Я оказался один против трех. С ходу вступаю в бой. И уже через минуту первый подбитый враг идет к земле, на вынужденную. Но два других рвутся к нашему аэродрому. Я понимаю их замысел — проштурмовать стоянку, вывести из строя наши самолеты. Взглянул вниз — там мечутся летчики, техники, некоторые машины, очень медленно разбегаясь, пытаются стартовать. Надо во что бы то ни стало помешать фашистам. Настигаю одного, уже начавшего пикировать на аэродром, подхожу поближе сзади, открываю огонь. Вражеский летчик оказался опытным. Он чуть уклонился в сторону — и моя трасса прошла мимо. Но и его снаряды легли в сторонке от стоянки, посыпались на летную столовую, там «взорвался» кухонный котел.
«Ну, погоди! — скрипнул я зубами. — Не уйдешь!». Немец, выходя из пикирования, снова попытался увернуться от моих очередей, но я учел это, взял нужное упреждение и теперь не промахнулся. Вздыбившись, как от столкновения с невидимой преградой, «крестоносец» стал падать вниз. Я тут же устремился за третьим, последним истребителем. Но его уже преследовал старший лейтенант Сидоров. Фашист уходил в сторону солнца и, сраженный метким огнем, казалось, сгорел в его ярких лучах.
Небо над аэродромом снова чистое. Иду на посадку. На стоянке — толпа. Все обступили взятого в плен фашистского летчика. Это был высокий, рыжий, щеголевато одетый офицер.

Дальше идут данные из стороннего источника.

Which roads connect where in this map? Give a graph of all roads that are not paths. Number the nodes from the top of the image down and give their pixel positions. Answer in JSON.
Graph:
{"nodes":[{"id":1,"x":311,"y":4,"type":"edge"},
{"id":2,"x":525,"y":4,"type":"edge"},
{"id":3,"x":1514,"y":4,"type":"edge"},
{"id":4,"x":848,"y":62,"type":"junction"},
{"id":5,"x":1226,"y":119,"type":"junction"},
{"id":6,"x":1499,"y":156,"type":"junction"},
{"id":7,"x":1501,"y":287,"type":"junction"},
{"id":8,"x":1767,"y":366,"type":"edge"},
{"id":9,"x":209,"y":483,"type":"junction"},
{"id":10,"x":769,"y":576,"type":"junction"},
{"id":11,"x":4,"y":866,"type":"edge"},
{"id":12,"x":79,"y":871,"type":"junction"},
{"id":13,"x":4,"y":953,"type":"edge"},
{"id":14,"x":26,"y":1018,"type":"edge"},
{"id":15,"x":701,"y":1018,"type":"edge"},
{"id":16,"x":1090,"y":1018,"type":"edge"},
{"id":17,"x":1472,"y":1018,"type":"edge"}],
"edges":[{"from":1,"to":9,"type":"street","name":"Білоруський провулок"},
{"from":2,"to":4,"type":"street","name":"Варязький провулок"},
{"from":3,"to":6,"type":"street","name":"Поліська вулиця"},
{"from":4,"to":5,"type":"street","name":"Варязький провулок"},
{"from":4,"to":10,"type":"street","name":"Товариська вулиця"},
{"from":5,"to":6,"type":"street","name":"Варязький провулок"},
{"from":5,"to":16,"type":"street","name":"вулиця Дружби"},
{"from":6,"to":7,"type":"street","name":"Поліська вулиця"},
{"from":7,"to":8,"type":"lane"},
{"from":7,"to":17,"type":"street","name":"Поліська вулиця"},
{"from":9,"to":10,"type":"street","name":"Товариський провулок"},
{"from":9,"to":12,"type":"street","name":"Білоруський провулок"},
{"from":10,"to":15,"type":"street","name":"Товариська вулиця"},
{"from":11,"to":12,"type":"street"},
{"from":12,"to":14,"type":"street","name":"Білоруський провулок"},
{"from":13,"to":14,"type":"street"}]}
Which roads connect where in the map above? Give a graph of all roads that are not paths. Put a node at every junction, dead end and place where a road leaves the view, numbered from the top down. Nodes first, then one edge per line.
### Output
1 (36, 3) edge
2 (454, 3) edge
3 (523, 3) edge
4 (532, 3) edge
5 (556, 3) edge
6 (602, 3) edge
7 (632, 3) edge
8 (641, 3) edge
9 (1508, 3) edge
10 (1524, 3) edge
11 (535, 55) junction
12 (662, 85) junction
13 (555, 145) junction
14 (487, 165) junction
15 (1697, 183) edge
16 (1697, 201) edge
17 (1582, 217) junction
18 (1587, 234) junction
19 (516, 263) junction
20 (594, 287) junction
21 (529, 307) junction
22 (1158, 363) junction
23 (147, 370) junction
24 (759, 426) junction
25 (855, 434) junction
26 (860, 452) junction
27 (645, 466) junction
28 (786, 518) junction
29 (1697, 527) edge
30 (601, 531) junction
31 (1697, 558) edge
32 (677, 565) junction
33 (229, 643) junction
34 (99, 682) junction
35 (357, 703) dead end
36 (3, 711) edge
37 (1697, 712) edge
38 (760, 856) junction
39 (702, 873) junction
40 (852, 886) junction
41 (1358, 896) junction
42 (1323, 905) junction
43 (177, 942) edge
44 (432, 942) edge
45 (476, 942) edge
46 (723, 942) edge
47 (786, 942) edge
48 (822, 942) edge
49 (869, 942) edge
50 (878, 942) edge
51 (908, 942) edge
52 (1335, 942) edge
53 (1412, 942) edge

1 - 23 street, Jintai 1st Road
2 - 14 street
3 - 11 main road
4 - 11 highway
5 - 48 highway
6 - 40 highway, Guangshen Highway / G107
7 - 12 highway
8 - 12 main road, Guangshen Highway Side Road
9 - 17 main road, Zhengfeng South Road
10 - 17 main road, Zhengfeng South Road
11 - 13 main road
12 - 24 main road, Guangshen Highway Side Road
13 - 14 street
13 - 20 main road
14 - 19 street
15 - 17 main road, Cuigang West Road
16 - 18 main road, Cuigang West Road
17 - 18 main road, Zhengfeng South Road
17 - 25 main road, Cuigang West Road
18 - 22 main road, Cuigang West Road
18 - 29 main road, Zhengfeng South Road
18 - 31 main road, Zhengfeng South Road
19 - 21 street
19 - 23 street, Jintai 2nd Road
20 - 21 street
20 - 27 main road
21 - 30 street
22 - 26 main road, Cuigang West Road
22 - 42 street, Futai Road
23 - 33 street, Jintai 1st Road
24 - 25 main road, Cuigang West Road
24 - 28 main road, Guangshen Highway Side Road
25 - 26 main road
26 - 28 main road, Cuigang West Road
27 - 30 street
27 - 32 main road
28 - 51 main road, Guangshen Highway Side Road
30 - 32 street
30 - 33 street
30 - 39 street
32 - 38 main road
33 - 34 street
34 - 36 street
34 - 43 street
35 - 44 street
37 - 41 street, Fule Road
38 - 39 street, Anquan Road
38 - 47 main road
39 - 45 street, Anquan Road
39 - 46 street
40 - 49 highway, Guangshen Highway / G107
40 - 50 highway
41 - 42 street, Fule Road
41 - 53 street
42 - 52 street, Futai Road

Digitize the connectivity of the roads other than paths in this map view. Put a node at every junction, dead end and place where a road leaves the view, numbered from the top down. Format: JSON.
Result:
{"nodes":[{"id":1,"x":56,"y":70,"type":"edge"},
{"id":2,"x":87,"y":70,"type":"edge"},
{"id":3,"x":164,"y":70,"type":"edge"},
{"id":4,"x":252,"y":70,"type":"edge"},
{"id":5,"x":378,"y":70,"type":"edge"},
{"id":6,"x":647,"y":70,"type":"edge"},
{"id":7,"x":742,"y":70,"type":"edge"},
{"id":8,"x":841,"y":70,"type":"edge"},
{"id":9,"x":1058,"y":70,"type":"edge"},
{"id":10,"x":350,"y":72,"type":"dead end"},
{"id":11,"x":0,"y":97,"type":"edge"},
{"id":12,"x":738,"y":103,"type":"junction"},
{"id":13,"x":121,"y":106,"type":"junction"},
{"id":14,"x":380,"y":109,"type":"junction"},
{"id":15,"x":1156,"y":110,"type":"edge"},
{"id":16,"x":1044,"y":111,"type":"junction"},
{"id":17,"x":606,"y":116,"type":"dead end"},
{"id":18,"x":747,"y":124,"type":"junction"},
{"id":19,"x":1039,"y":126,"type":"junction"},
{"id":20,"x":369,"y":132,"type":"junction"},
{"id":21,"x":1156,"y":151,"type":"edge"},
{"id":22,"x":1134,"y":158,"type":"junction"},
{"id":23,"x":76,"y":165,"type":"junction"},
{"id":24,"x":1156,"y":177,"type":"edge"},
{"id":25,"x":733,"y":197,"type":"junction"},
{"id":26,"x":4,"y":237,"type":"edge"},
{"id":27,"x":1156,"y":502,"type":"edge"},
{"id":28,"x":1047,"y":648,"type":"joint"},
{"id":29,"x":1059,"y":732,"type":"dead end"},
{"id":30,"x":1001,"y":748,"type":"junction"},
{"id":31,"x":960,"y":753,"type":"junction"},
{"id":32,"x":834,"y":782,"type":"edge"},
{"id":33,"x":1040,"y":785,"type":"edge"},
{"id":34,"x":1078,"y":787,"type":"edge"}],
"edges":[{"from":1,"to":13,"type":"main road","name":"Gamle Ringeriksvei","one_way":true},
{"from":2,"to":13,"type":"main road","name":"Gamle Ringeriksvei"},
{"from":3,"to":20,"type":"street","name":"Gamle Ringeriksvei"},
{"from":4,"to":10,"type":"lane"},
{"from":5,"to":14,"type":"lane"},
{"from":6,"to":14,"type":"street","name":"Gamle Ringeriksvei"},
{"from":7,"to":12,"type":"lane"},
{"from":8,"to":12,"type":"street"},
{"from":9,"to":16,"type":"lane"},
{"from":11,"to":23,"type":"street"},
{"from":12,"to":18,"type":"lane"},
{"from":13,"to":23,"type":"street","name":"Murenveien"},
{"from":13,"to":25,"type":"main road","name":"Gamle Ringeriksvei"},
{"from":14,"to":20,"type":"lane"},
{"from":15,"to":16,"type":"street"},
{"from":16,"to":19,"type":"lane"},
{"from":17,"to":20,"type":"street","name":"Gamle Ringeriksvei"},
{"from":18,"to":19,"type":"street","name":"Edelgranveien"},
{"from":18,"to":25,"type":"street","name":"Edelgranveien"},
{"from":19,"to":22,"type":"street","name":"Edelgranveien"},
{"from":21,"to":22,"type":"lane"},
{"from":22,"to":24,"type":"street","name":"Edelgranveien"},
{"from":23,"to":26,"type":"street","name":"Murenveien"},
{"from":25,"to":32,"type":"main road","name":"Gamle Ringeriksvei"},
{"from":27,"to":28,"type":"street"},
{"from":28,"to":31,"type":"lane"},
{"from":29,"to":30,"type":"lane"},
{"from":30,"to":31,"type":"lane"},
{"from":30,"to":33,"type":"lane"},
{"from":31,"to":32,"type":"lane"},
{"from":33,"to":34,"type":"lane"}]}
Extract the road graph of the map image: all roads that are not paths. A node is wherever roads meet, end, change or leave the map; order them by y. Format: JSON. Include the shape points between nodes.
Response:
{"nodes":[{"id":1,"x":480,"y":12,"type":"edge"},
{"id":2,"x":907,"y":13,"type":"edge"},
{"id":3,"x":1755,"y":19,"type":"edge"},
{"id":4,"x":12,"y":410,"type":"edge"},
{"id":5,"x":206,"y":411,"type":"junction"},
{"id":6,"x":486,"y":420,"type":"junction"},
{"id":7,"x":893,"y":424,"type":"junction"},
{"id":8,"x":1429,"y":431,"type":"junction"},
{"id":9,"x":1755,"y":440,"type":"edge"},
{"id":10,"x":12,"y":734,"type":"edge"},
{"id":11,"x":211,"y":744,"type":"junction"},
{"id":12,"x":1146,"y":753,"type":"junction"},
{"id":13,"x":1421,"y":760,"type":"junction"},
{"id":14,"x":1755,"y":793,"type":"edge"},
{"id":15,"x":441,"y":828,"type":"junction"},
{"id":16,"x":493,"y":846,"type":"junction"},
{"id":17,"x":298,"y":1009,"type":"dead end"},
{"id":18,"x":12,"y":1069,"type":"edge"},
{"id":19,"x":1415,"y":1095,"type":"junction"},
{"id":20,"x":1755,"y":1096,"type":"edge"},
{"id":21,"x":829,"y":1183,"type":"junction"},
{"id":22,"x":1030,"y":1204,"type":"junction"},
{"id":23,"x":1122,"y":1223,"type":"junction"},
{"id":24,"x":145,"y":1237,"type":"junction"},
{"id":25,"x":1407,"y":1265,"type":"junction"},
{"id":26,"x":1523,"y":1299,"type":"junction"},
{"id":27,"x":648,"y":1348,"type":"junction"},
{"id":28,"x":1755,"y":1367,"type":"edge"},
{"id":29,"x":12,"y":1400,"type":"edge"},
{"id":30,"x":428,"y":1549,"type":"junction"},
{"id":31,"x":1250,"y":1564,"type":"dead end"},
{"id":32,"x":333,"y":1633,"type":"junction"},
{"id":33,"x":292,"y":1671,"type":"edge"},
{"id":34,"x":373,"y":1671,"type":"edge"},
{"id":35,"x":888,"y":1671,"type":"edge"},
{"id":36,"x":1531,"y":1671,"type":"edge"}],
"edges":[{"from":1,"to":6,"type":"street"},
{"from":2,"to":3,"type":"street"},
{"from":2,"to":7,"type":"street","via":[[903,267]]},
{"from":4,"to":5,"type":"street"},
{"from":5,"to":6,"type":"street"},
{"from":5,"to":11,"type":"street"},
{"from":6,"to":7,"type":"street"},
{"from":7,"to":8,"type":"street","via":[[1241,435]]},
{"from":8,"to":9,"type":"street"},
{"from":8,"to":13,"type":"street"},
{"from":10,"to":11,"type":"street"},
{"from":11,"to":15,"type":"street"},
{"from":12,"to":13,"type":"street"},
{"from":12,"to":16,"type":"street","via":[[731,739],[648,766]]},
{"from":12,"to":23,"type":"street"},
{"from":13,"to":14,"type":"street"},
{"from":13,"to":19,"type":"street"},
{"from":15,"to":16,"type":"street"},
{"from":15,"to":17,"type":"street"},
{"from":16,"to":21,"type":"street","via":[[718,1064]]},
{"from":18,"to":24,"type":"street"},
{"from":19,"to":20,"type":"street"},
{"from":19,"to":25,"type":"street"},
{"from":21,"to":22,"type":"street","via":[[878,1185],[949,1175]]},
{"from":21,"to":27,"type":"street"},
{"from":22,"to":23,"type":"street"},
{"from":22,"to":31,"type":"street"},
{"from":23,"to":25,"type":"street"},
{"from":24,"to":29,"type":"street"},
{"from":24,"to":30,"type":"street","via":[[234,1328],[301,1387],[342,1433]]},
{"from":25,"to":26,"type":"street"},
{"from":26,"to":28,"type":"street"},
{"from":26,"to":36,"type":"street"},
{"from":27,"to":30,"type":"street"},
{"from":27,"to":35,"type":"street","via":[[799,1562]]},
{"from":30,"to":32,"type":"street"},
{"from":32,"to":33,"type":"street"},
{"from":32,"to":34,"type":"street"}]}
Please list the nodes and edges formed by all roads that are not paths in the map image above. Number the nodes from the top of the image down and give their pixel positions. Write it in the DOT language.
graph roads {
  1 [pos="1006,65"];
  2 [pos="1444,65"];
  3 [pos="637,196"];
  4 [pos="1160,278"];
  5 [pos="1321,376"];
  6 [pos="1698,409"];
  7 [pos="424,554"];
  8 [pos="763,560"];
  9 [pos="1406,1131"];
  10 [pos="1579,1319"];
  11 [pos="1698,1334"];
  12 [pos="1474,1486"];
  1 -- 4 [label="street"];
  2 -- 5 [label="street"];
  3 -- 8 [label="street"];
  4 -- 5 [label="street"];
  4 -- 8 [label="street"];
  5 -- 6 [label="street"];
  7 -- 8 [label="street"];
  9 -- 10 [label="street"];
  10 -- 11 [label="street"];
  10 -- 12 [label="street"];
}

Разговор получался с трудом: за переводчика был Даня Кацен, кое-как владевший немецким. Но все же нам удалось выяснить, что пленный имел на своем счету до сорока сбитых самолетов. Правда, большинство — над европейскими странами.
Из показаний пленного летчика стало известно, что на аэродроме Гумрак базируется полк Ю-87 под командованием «старого знакомого» Шестакова еще по испанским боям Курта Ренера, чудом унесшего ноги из-под Одессы.
Всем полком идем на Гумрак. Перед вылетом Шестаков подозвал меня.
— Лавриненков, вот и пригодилось ваше знание здешних мест. Поведете шестерку прикрытия ударной группы. Вам не нужно следить за ориентирами, лучше будете следить за «мессерами». В Гумраке, кроме полка Ю-87, есть Ю-52, «Дорнье-215», «Хейнкели-111». Наша задача — уничтожить как можно больше самолетов.
Гумрак — мой давний аэродром. Я знал его до мельчайших подробностей. Когда-то приветливо встречал меня из полета, подстилал под колеса моей машины мягкий ковер зеленого летного поля.